Há quem veja neles a nova força política
emergente que irá passar o Brasil a limpo. Já ouvi isso mais de uma vez. Numa
democracia se quiserem ser força política e "passar o país politicamente a limpo" terão que entrar na dita cuja. Nela mesmo, na política. Hoje eles são funcionários de um poder da República
e precisam ser isentos, zelar pelas leis
e proteger as garantias individuais e o devido processo, inclusive no que diz
respeito à presunção de inocência que tomou chá de sumiço. Também seria bom se
mostrassem um mínimo de humanidade. Quanto à política brasileira, continuará apanágio dos eleitos por piores que sejam. Não
chegaram de Marte, foram eleitos. Também o será a próxima leva.
Desculpem a previsão pessimista, se
houvesse eleições amanhã, a composição
das casas legislativas não seria muito diferente. A renovação, possivelmente
mais à direita, se daria naqueles 20% escolhidos pelos votos politizados da
classe média urbana. Os 80%, eleitos nas várias modalidades de clientelismo e
compra direta ou indireta de votos, continuaria com os mesmos personagens ou
outros, análogos.
Nem o PT nem o PSDB irão desaparecer do quadro politico
brasileiro e é fundamental que ambos se renovem. O mesmo valeria para o PV também
fagocitado pela pior política tradicional e outros partidos que tem ou tiveram alguma
referência ideológico-programática, ainda que oca. Um bom passo para essa renovação seria o de se parar de
satanizar o adversário e se imaginar possuídos de um “direito histórico” ao governo e dispostos a ferro e fogo a alternância.

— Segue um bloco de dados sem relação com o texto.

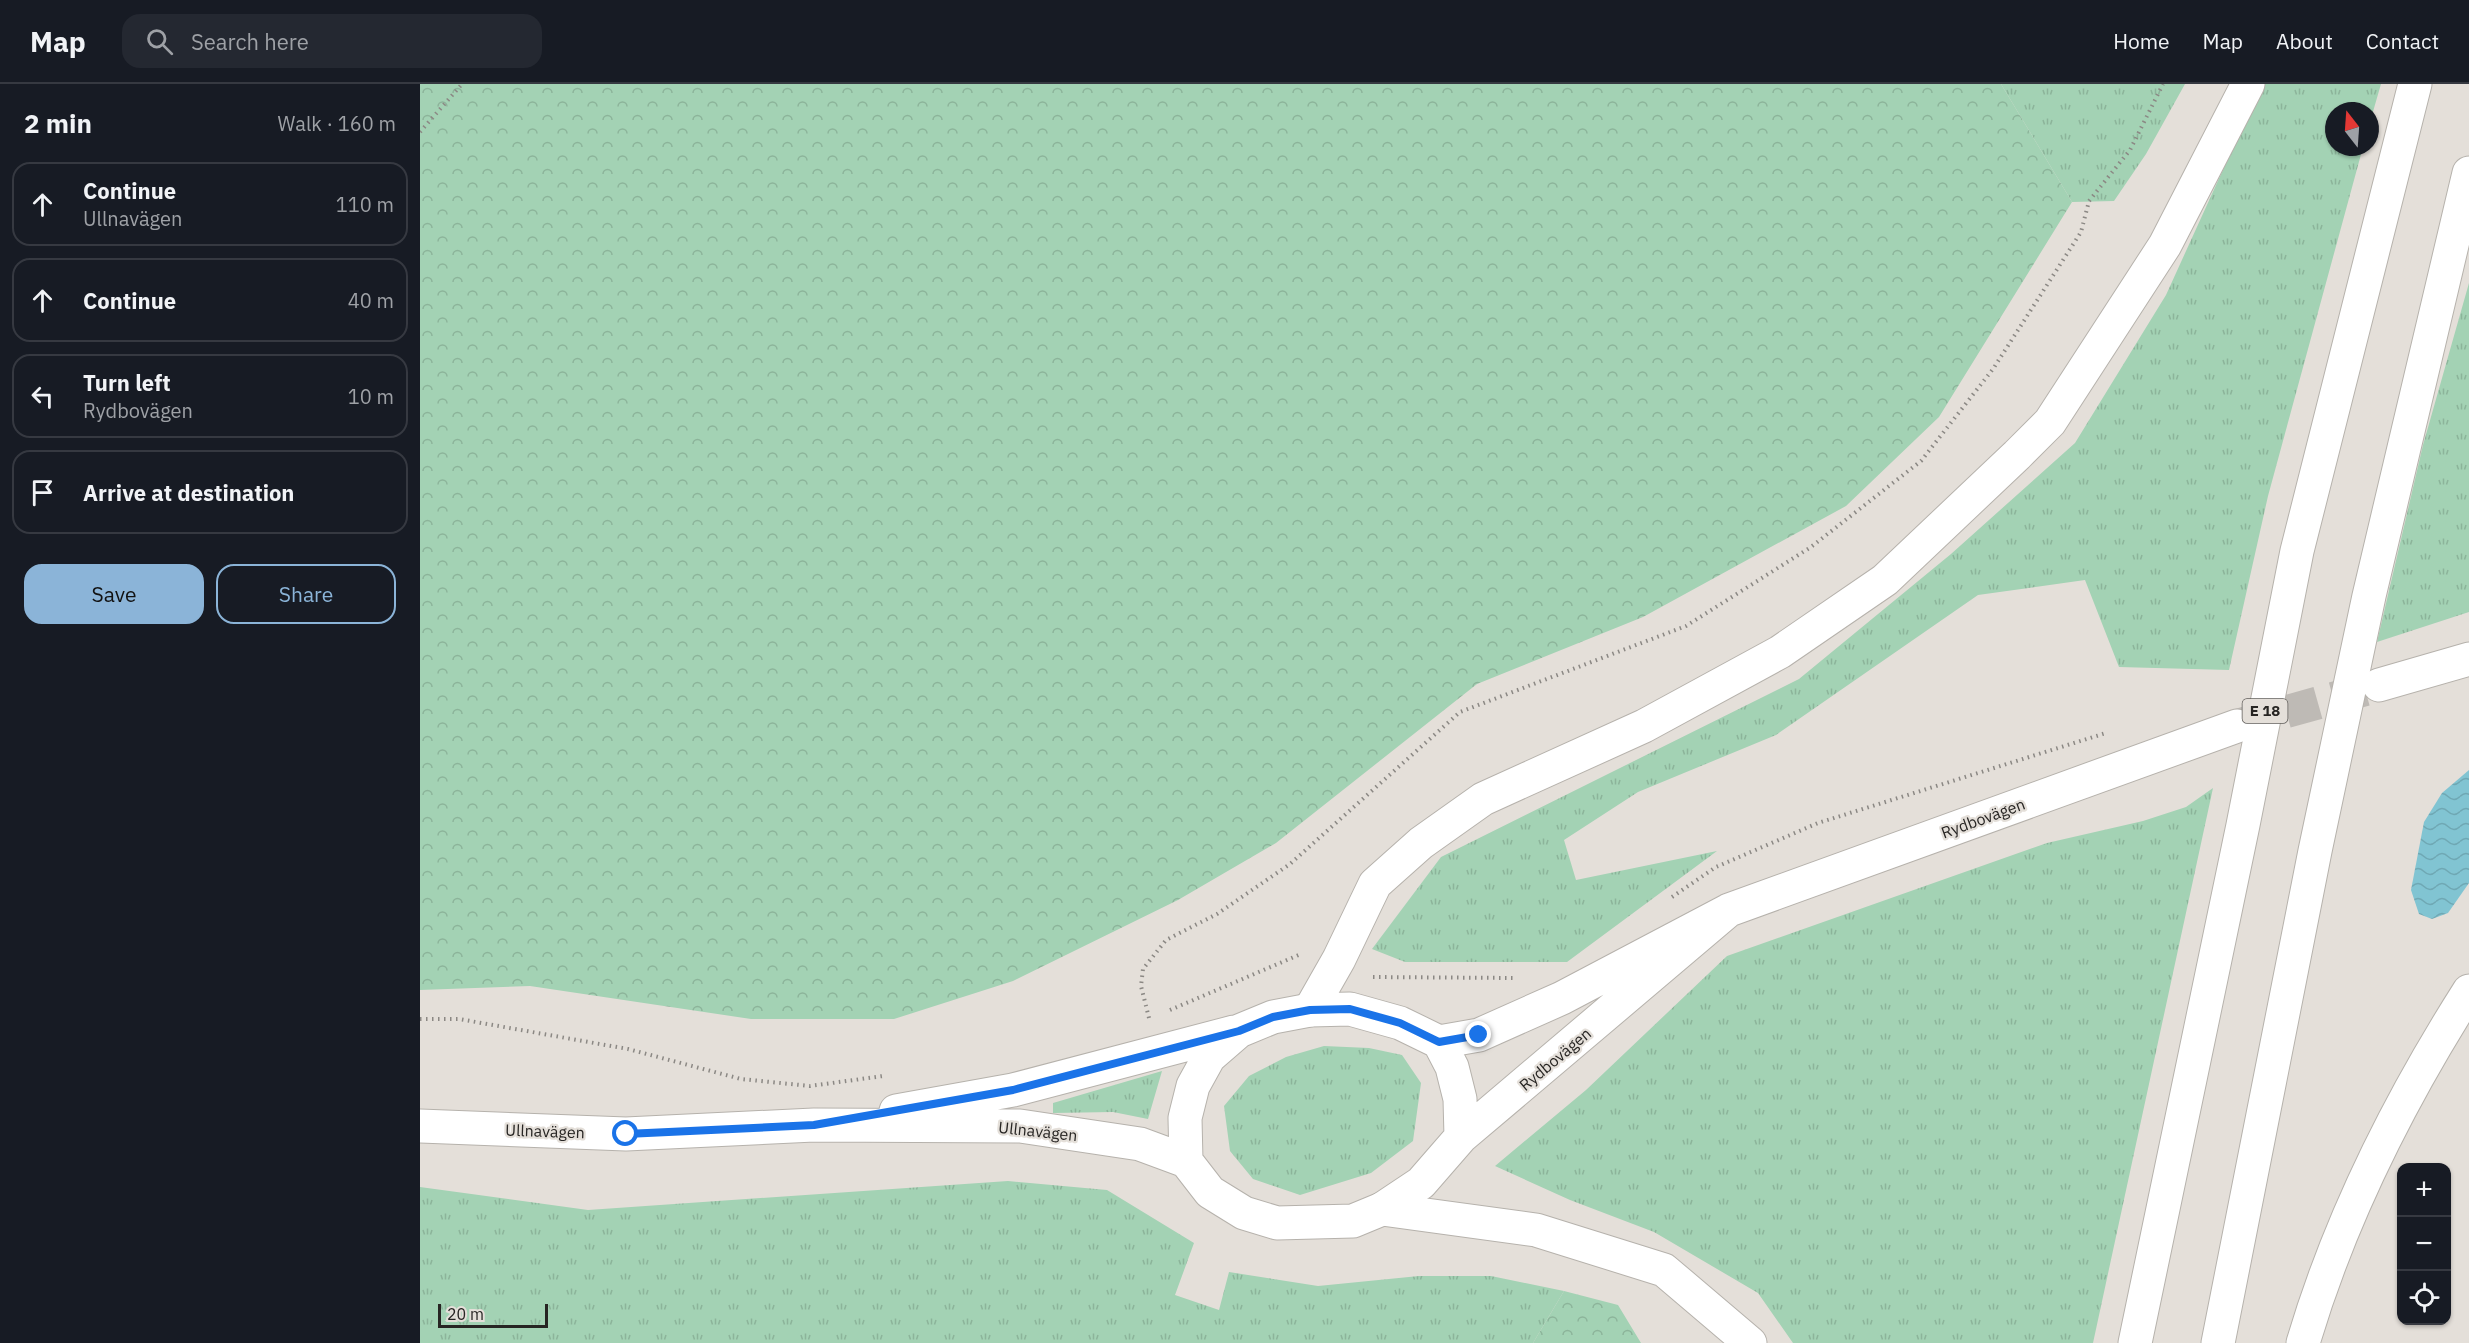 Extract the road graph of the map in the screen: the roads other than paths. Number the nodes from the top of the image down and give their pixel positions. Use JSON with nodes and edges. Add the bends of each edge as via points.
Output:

O abraço dois ex-presidentes pode ter sido um instante
de trégua em meio a uma tragédia pessoal mas deveria ser o inicio de uma convivência
política menos crispada, de braço estendido,
ajudando o país a transitar por esses tempos difíceis por todo o mundo. Negociando um pacto de transição política e econômica. Mas seria pedir demais, não é? Foi um gesto
positivo, possivelmente sem grandes desdobramentos. Infelizmente.